■ Task brief: The whole listing is to be set down again without alteration.
BEGIN Data for processing
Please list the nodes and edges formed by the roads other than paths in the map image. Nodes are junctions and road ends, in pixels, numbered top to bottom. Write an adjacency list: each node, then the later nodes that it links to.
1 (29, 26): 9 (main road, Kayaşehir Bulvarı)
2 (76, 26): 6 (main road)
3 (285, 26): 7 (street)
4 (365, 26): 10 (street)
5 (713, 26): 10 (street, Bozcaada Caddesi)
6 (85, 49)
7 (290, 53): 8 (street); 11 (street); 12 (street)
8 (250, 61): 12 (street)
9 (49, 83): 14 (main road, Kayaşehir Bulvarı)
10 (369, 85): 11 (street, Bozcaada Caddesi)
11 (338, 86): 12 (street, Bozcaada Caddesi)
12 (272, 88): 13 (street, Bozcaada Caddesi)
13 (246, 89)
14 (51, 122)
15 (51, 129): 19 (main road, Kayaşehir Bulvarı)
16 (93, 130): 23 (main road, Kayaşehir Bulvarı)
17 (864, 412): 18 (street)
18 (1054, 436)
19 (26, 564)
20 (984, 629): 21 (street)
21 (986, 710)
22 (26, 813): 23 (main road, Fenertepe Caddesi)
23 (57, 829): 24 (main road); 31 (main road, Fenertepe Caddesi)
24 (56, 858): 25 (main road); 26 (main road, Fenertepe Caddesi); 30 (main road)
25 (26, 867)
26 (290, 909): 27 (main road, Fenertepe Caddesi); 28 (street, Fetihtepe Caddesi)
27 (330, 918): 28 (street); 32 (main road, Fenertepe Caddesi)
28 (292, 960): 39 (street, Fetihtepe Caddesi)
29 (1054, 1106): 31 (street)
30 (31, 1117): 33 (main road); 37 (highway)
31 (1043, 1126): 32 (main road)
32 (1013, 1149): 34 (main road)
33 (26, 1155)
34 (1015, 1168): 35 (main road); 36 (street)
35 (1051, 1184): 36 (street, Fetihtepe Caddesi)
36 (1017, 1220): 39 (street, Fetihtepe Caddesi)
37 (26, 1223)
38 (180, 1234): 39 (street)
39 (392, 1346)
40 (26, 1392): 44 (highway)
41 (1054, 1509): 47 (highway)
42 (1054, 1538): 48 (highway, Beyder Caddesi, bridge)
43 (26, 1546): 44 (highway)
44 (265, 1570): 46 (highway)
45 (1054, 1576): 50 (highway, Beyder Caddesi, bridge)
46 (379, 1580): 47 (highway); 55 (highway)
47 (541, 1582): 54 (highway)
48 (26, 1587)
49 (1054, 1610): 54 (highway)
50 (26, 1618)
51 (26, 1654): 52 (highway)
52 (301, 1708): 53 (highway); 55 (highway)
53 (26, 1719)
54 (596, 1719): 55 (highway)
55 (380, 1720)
END Data for processing
■ Reply:
Please list the nodes and edges formed by the roads other than paths in the map image. Nodes are junctions and road ends, in pixels, numbered top to bottom. Write an adjacency list: each node, then the later nodes that it links to.
1 (29, 26): 9 (main road, Kayaşehir Bulvarı)
2 (76, 26): 6 (main road)
3 (285, 26): 7 (street)
4 (365, 26): 10 (street)
5 (713, 26): 10 (street, Bozcaada Caddesi)
6 (85, 49)
7 (290, 53): 8 (street); 11 (street); 12 (street)
8 (250, 61): 12 (street)
9 (49, 83): 14 (main road, Kayaşehir Bulvarı)
10 (369, 85): 11 (street, Bozcaada Caddesi)
11 (338, 86): 12 (street, Bozcaada Caddesi)
12 (272, 88): 13 (street, Bozcaada Caddesi)
13 (246, 89)
14 (51, 122)
15 (51, 129): 19 (main road, Kayaşehir Bulvarı)
16 (93, 130): 23 (main road, Kayaşehir Bulvarı)
17 (864, 412): 18 (street)
18 (1054, 436)
19 (26, 564)
20 (984, 629): 21 (street)
21 (986, 710)
22 (26, 813): 23 (main road, Fenertepe Caddesi)
23 (57, 829): 24 (main road); 31 (main road, Fenertepe Caddesi)
24 (56, 858): 25 (main road); 26 (main road, Fenertepe Caddesi); 30 (main road)
25 (26, 867)
26 (290, 909): 27 (main road, Fenertepe Caddesi); 28 (street, Fetihtepe Caddesi)
27 (330, 918): 28 (street); 32 (main road, Fenertepe Caddesi)
28 (292, 960): 39 (street, Fetihtepe Caddesi)
29 (1054, 1106): 31 (street)
30 (31, 1117): 33 (main road); 37 (highway)
31 (1043, 1126): 32 (main road)
32 (1013, 1149): 34 (main road)
33 (26, 1155)
34 (1015, 1168): 35 (main road); 36 (street)
35 (1051, 1184): 36 (street, Fetihtepe Caddesi)
36 (1017, 1220): 39 (street, Fetihtepe Caddesi)
37 (26, 1223)
38 (180, 1234): 39 (street)
39 (392, 1346)
40 (26, 1392): 44 (highway)
41 (1054, 1509): 47 (highway)
42 (1054, 1538): 48 (highway, Beyder Caddesi, bridge)
43 (26, 1546): 44 (highway)
44 (265, 1570): 46 (highway)
45 (1054, 1576): 50 (highway, Beyder Caddesi, bridge)
46 (379, 1580): 47 (highway); 55 (highway)
47 (541, 1582): 54 (highway)
48 (26, 1587)
49 (1054, 1610): 54 (highway)
50 (26, 1618)
51 (26, 1654): 52 (highway)
52 (301, 1708): 53 (highway); 55 (highway)
53 (26, 1719)
54 (596, 1719): 55 (highway)
55 (380, 1720)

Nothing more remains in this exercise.